The new International Energy Agency (IEA) report on oil supply and demand is out. The organization’s research shows that oil supply may top demand later this year.
The primary cause is a sharp uptick in supply from the United States. What might have been a year in which oil prices would rise, American crude may turn into a year of price stability, or falling prices. The news is mixed for the industry and its profits.
According to the IEA monthly report:
[I]n 2018, fast rising production in non-OPEC countries, led by the US, is likely to grow by more than demand. For now, the upward momentum that drove the price of Brent crude oil to $70/bbl has stalled; partly due to investors taking profits, but also as part of the corrections we have seen recently in many markets. Most importantly, the underlying oil market fundamentals in the early part of 2018 look less supportive for prices.

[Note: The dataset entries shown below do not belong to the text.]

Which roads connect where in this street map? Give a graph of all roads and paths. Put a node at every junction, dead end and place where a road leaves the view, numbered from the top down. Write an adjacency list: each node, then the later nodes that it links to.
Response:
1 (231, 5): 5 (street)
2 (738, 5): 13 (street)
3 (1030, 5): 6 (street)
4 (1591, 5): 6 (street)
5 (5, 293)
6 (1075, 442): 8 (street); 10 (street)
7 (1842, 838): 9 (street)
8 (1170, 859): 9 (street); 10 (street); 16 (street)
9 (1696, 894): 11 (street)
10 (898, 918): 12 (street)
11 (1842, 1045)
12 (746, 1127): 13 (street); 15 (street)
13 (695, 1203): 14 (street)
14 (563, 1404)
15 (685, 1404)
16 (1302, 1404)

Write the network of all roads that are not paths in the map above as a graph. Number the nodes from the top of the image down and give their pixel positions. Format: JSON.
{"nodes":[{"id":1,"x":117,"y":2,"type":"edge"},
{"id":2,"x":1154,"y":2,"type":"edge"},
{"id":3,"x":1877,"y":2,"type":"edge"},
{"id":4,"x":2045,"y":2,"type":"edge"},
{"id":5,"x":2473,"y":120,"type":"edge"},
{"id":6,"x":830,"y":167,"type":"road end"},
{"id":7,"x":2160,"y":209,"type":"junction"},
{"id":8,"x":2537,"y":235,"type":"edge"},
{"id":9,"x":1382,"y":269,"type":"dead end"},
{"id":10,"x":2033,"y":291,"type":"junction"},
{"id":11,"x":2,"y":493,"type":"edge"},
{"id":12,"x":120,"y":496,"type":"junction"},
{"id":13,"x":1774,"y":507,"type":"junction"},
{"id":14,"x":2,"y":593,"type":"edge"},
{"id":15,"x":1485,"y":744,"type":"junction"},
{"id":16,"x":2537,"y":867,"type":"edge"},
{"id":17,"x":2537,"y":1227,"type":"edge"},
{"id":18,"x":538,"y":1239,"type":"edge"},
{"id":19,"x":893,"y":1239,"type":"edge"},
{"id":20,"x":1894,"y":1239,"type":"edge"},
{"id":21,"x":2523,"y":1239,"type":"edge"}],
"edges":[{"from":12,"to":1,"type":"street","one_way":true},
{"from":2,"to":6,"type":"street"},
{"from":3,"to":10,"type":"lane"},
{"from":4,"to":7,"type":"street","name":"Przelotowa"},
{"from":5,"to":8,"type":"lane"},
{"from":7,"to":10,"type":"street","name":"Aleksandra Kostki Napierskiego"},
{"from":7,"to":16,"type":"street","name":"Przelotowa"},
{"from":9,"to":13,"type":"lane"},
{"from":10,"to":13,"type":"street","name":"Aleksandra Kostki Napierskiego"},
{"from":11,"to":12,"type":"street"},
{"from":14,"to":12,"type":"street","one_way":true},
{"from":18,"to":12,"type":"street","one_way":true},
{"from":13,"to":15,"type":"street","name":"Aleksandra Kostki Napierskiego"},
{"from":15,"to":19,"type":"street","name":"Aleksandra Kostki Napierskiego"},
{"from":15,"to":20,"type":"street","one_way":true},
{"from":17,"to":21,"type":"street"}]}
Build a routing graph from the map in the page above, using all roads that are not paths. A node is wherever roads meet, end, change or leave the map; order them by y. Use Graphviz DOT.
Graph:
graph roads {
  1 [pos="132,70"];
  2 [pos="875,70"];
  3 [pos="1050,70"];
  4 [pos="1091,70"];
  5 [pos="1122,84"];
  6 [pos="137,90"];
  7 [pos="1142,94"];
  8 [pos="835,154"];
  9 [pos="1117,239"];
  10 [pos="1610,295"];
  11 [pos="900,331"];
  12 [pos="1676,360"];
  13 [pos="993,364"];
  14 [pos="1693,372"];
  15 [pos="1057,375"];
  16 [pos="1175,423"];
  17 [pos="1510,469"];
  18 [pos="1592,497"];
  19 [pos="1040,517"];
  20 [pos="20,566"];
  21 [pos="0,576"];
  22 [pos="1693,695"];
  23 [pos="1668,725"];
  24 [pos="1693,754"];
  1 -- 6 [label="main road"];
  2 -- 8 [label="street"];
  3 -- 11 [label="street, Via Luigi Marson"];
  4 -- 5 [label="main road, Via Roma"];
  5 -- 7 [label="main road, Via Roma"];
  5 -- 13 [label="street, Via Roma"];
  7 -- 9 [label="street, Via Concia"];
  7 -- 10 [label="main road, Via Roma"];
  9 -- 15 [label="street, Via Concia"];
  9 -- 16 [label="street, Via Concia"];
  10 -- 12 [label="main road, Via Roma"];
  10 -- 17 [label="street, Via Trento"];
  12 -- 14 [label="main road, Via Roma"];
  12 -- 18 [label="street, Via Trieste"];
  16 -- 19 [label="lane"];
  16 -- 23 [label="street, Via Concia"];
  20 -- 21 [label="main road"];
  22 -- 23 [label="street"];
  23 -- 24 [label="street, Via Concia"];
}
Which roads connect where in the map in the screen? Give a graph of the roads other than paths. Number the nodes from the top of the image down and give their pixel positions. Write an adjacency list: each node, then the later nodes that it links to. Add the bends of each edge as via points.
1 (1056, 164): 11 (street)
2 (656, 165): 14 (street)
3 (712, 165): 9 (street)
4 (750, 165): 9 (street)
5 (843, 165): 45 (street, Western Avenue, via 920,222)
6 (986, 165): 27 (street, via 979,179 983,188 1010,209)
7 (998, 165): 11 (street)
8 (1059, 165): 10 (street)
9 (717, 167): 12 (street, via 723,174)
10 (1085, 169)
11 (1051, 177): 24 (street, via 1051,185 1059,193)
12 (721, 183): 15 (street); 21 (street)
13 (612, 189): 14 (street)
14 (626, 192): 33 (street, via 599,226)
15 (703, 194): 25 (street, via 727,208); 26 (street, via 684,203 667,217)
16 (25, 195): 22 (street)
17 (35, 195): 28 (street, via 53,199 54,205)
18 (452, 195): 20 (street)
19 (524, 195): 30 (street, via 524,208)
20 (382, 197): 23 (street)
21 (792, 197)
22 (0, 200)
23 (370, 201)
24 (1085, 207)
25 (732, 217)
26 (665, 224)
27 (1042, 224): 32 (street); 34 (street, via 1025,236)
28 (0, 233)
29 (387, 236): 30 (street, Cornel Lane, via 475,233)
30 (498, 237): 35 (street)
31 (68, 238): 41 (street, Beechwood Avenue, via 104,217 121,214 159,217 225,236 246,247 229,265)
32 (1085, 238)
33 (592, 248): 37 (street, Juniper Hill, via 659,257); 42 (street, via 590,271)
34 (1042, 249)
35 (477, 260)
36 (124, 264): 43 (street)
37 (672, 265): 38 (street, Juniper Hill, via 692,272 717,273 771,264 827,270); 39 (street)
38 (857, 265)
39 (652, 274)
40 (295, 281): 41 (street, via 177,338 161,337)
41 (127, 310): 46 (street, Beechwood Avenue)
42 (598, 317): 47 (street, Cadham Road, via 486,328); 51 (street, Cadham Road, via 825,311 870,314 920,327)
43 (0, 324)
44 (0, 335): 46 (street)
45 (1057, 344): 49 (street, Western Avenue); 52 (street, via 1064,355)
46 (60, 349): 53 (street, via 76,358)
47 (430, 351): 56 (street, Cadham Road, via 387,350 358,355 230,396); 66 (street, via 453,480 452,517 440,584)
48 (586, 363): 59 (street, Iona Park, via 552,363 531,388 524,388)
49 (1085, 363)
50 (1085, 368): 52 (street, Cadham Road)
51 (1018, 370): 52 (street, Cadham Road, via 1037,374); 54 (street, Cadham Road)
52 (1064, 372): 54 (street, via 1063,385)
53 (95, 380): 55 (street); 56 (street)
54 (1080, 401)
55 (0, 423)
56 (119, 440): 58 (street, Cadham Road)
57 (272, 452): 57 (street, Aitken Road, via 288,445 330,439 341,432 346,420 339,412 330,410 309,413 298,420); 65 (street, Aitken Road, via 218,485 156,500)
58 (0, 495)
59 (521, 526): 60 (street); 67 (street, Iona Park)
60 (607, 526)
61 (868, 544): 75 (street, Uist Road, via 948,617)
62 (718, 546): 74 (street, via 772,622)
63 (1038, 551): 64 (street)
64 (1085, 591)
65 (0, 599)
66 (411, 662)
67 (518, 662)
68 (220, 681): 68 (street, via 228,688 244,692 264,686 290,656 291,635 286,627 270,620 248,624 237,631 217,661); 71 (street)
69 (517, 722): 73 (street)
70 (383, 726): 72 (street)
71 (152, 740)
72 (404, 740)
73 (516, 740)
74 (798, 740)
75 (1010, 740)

Oil demand this year is expected to be 1.6 million barrels a day. However, American shale will be the most important driver of supply this year:
The main factor is US oil production. In just three months to November, crude output increased by a colossal 846 kb/d, and will soon overtake that of Saudi Arabia. By the end of this year, it might also overtake Russia to become the global leader. All the indicators that suggest continued fast growth in the US are in perfect alignment; rising prices leading, after a few months, to more drilling, more completions, more production, and more hedging. In early 2018, the situation is reminiscent of the first wave of US shale growth that, riding the tide of high oil prices in the early years of this decade, made big gains in terms of market share and eventually in 2014 forced a historic change of policy by leading producers. Today, having cut costs dramatically, US producers are enjoying a second wave of growth so extraordinary that in 2018 their increase in liquids production could equal global demand growth.
This could start a cycle of higher production by other large suppliers, which include Organization of Petroleum Exporting Countries (OPEC) members and Russia. That, in turn, should drive prices lower. And the price drop will erode margins, even among U.S. producers. The entire industry could tip back toward oversupply, which may be good for consumers but bad for much of the industry.